Saudi crown prince upends traditions in purge of rivals
LONDON — A midnight blitz of arrests ordered by the crown prince of Saudi Arabia over the weekend has ensnared dozens of its most influential figures, including 11 of his royal cousins, in what by Sunday appeared to be the most sweeping transformation in the kingdom’s governance for eight decades.
The arrests, ordered by Crown Prince Mohammed bin Salman without formal charges or legal process, were presented as a crackdown on corruption.

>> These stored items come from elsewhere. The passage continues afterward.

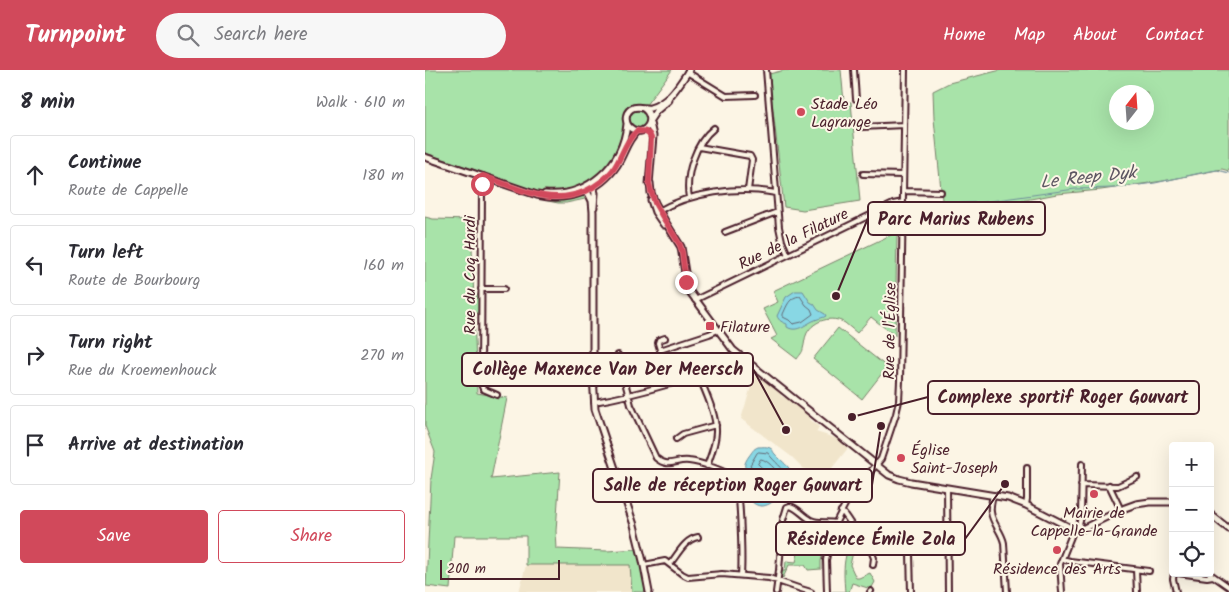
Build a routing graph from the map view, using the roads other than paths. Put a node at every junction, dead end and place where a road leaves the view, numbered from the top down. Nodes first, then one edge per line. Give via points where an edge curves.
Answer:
1 (766, 70) edge
2 (854, 70) edge
3 (905, 70) edge
4 (688, 71) edge
5 (680, 83) junction
6 (767, 94) junction
7 (755, 95) tunnel mouth
8 (761, 95) tunnel mouth
9 (856, 99) dead end
10 (643, 108) junction
11 (650, 121) junction
12 (627, 124) junction
13 (904, 125) junction
14 (714, 128) dead end
15 (861, 128) dead end
16 (639, 131) junction
17 (651, 147) junction
18 (699, 147) junction
19 (425, 157) edge
20 (863, 174) dead end
21 (903, 175) junction
22 (483, 176) junction
23 (592, 185) junction
24 (586, 189) junction
25 (748, 190) junction
26 (903, 191) junction
27 (941, 192) dead end
28 (776, 193) junction
29 (689, 198) junction
30 (903, 202) junction
31 (657, 211) junction
32 (593, 212) junction
33 (777, 212) junction
34 (903, 223) junction
35 (925, 223) dead end
36 (725, 232) dead end
37 (788, 255) junction
38 (481, 289) junction
39 (504, 289) dead end
40 (695, 300) junction
41 (718, 330) junction
42 (665, 338) dead end
43 (660, 350) junction
44 (737, 354) junction
45 (618, 355) dead end
46 (699, 376) junction
47 (670, 384) junction
48 (497, 395) dead end
49 (629, 395) junction
50 (594, 402) junction
51 (716, 425) junction
52 (677, 439) dead end
53 (1082, 464) dead end
54 (876, 465) junction
55 (707, 466) junction
56 (1027, 468) dead end
57 (1137, 477) dead end
58 (1081, 485) junction
59 (1109, 486) junction
60 (947, 488) junction
61 (993, 495) junction
62 (1169, 502) edge
63 (1026, 506) junction
64 (1121, 510) junction
65 (841, 511) junction
66 (1214, 517) edge
67 (836, 523) junction
68 (1076, 529) junction
69 (1229, 529) edge
70 (865, 536) junction
71 (698, 537) dead end
72 (1062, 559) junction
73 (644, 564) junction
74 (670, 564) junction
75 (873, 564) dead end
76 (1136, 570) junction
77 (1149, 571) dead end
78 (741, 575) junction
79 (1173, 577) edge
80 (1214, 577) edge
81 (777, 580) junction
82 (1229, 587) edge
83 (649, 592) edge
84 (776, 592) edge
85 (811, 592) edge
86 (827, 592) edge
87 (911, 592) edge
88 (948, 592) edge
89 (1007, 592) edge
90 (1062, 592) edge
91 (1137, 592) edge
92 (1176, 592) edge

1 - 6 street
2 - 9 street
3 - 13 street, Rue de l'Église
4 - 5 street
4 - 7 street via 725,96
5 - 10 street via 661,102
5 - 11 street
6 - 8 street
6 - 28 street
10 - 11 street
10 - 12 street via 629,112
11 - 16 street
11 - 17 street
12 - 16 street
12 - 23 street via 623,143 614,161
13 - 15 street
13 - 21 street, Rue de l'Église
14 - 18 street
16 - 17 street via 650,135
16 - 23 street via 630,138 615,168 605,179
17 - 31 street via 650,196
18 - 25 street via 749,156 752,160
18 - 29 street via 690,172
19 - 22 street
20 - 21 street
21 - 26 street, Rue de l'Église
22 - 24 street via 560,196
22 - 38 street, Rue du Coq Hardi
23 - 24 street
23 - 32 street via 595,195
24 - 32 street
25 - 28 street
25 - 29 street
26 - 27 street
26 - 30 street, Rue de l'Église
28 - 33 street
29 - 31 street
30 - 34 street, Rue de l'Église
30 - 37 street, Rue de la Filature
31 - 40 street via 661,222 682,249 687,284
32 - 50 street
33 - 36 street
33 - 37 street via 779,231
34 - 35 street
34 - 54 street, Rue de l'Église via 900,393 881,459
37 - 40 street, Rue de la Filature
38 - 39 street
38 - 48 street, Rue du Coq Hardi via 481,386
40 - 41 street
41 - 43 street
41 - 44 street
42 - 43 street via 658,341
43 - 47 street
44 - 46 street
44 - 54 street
45 - 49 street
46 - 47 street
46 - 51 street
47 - 49 street
49 - 50 street
49 - 55 street via 658,459 669,464 689,460
50 - 73 street
51 - 52 street via 683,434
51 - 55 street
53 - 58 street
54 - 60 street via 899,480
54 - 65 street, Rue de l'Église
55 - 78 street via 729,473 738,486
56 - 63 street
57 - 59 street via 1119,486
58 - 59 street
58 - 68 street via 1081,516
59 - 64 street
60 - 61 street
60 - 88 street
61 - 63 street
61 - 89 street via 991,515 1005,543
62 - 64 street via 1144,502
63 - 68 street
64 - 68 street via 1088,527
65 - 67 street, Rue de l'Église
65 - 70 street
66 - 69 street
67 - 81 street via 813,521 788,506 783,518
67 - 86 street, Rue de l'Église via 826,562
68 - 72 street
70 - 75 street via 874,557
70 - 87 street via 881,547 910,554
71 - 74 street via 691,538
72 - 76 street
72 - 90 street
73 - 74 street via 663,561
73 - 83 street
74 - 78 street via 684,576
76 - 77 street
76 - 91 street
78 - 81 street
79 - 92 street
80 - 82 street
81 - 84 street
81 - 85 street

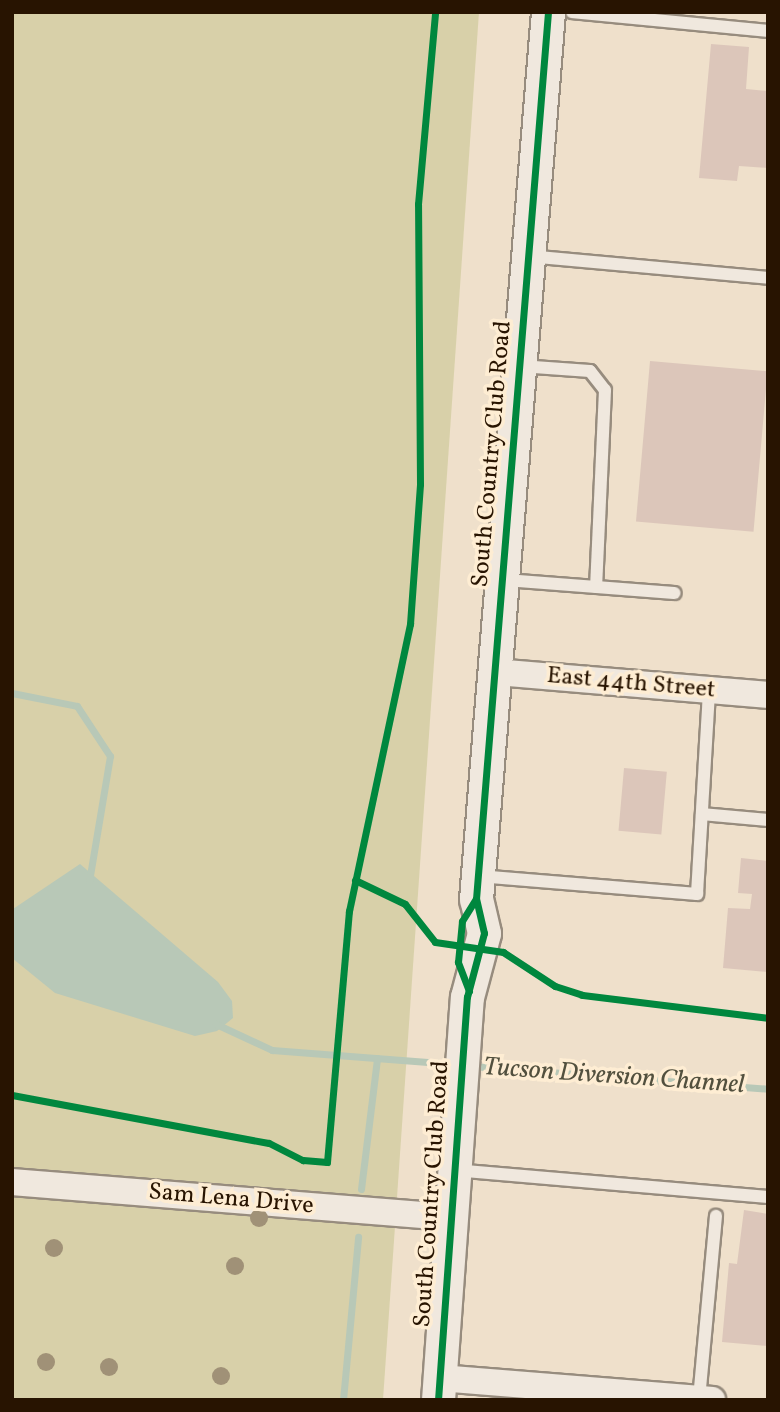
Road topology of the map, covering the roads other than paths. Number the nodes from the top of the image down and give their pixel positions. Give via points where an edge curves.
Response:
1 (548, 12) edge
2 (572, 12) edge
3 (768, 32) edge
4 (528, 256) junction
5 (768, 278) edge
6 (519, 366) junction
7 (502, 580) junction
8 (596, 587) junction
9 (675, 593) dead end
10 (495, 672) junction
11 (709, 692) junction
12 (768, 695) edge
13 (702, 814) junction
14 (768, 820) edge
15 (477, 888) junction
16 (454, 1158) junction
17 (12, 1182) edge
18 (768, 1197) edge
19 (716, 1216) dead end
20 (450, 1217) junction
21 (439, 1389) edge
22 (572, 1394) edge
23 (706, 1399) edge

1 - 4 street, South Country Club Road
2 - 3 lane
4 - 5 lane
4 - 6 street, South Country Club Road
6 - 7 street, South Country Club Road
6 - 8 lane via 590,371 605,390
7 - 8 lane
7 - 10 street, South Country Club Road
8 - 9 lane
10 - 11 street, East 44th Street
10 - 15 street, South Country Club Road
11 - 12 street, East 44th Street
11 - 13 lane
13 - 14 lane
13 - 15 lane via 697,894
15 - 16 street, South Country Club Road via 462,921 458,962 468,994
16 - 18 lane
16 - 20 street, South Country Club Road
17 - 20 street, Sam Lena Drive
19 - 23 lane
20 - 21 street, South Country Club Road
21 - 22 street
22 - 23 street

They caught both the kingdom’s richest investor, Prince Alwaleed bin Talal, and the most potent remaining rival to the crown prince’s power: Prince Mutaib bin Abdullah, a favored son of the late King Abdullah.
Mutaib bin Abdullah had been removed from his post as chief of a major security service just hours before the arrests announced late Saturday.
All members of the royal family were barred from leaving the country, U.S. officials tracking the developments said Sunday.
With the new detentions, Mohammed bin Salman, King Salman’s favored son and key adviser, now appears to have established control over all three Saudi security services — the military, internal security services and national guard. For decades they had been distributed among branches of the House of Saud clan to preserve a balance of power in the Middle East’s biggest oil producer and an important U.S. ally.
In the same stroke, the crown prince has cowed businessmen and royals across the kingdom by taking down the undisputed giant of Saudi finance. And during the last several weeks he has ordered enough high-profile arrests of intellectuals and clerics to frighten the remainder of the academic and religious establishment into acceding to his will as well.
“It is the coup de grâce of the old system,” said Chas Freeman, a former U.S. ambassador. “Gone. All power has now been concentrated in the hands of Mohammad bin Salman.”
Why the crown prince acted now — whether to eliminate future opposition or perhaps to crush some threat he saw brewing — was not immediately clear.
At 32 years old, he had little experience in government before his father, King Salman, 81, ascended to the throne in 2015, and the prince has demonstrated little patience for the previously staid pace of change in the kingdom.
He has led Saudi Arabia into a protracted military conflict in Yemen and a bitter feud with its Persian Gulf neighbor Qatar. He has taken on a business elite accustomed to state subsidies and profligacy by laying out radical plans to remake the Saudi economy, lessen its dependence on oil and rely instead on foreign investment. And he has squared off against conservatives in the religious establishment with symbolic steps to loosen strict moral codes, including a pending end to the ban on women driving.